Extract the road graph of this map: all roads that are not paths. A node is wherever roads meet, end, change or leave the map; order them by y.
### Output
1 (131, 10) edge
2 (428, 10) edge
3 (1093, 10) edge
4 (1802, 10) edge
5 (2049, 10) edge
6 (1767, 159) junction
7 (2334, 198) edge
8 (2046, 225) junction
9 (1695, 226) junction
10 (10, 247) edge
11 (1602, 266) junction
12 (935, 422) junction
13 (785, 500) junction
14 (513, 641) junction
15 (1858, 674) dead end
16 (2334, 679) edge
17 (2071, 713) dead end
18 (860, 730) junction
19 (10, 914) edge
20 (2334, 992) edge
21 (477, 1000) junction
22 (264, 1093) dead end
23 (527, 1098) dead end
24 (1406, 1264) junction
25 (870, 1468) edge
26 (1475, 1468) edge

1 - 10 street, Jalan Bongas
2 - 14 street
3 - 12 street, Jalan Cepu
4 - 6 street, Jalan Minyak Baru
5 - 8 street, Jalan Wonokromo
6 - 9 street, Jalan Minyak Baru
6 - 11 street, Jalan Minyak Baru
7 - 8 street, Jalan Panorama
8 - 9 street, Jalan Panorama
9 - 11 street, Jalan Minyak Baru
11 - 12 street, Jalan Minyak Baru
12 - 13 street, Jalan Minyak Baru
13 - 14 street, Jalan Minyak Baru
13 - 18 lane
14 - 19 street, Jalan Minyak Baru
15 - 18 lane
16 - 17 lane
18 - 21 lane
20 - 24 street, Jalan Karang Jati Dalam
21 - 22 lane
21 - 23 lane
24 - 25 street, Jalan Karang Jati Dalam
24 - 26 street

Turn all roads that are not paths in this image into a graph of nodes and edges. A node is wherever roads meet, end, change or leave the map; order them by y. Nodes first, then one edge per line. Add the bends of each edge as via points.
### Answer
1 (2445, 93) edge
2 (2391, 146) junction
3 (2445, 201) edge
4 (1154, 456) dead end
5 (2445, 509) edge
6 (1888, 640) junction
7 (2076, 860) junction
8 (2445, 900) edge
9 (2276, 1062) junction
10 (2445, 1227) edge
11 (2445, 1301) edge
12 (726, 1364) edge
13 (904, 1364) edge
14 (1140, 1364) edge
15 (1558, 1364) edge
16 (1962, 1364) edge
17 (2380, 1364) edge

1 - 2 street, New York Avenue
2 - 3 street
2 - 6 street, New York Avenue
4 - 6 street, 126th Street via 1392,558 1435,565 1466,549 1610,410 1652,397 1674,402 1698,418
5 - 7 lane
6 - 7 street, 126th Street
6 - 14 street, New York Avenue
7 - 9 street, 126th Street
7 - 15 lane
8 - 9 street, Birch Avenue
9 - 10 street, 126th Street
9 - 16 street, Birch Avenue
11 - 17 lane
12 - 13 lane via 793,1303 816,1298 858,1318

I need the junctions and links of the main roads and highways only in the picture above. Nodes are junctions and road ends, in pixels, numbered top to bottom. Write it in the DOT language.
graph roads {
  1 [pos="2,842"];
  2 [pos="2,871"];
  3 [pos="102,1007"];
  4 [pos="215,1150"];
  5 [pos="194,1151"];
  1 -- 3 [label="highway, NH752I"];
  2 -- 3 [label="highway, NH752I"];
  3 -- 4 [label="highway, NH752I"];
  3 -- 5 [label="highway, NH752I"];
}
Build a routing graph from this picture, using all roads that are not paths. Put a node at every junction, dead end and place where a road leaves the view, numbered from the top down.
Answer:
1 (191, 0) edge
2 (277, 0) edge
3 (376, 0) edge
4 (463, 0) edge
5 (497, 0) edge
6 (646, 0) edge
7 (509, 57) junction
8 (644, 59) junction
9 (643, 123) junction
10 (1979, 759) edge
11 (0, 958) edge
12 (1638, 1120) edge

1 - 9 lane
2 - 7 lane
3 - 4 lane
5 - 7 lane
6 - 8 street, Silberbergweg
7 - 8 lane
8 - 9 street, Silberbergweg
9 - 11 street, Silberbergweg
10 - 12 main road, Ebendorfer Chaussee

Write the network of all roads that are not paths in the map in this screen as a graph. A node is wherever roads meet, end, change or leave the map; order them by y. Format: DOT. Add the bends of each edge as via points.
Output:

----

_Problem to work on:_ Scan the listing and report each line where the word "change" shows up.

_Written reply:_
Extract the road graph of this map: all roads that are not paths. A node is wherever roads meet, end, change or leave the map; order them by y.
Turn all roads that are not paths in this image into a graph of nodes and edges. A node is wherever roads meet, end, change or leave the map; order them by y. Nodes first, then one edge per line. Add the bends of each edge as via points.
Write the network of all roads that are not paths in the map in this screen as a graph. A node is wherever roads meet, end, change or leave the map; order them by y. Format: DOT. Add the bends of each edge as via points.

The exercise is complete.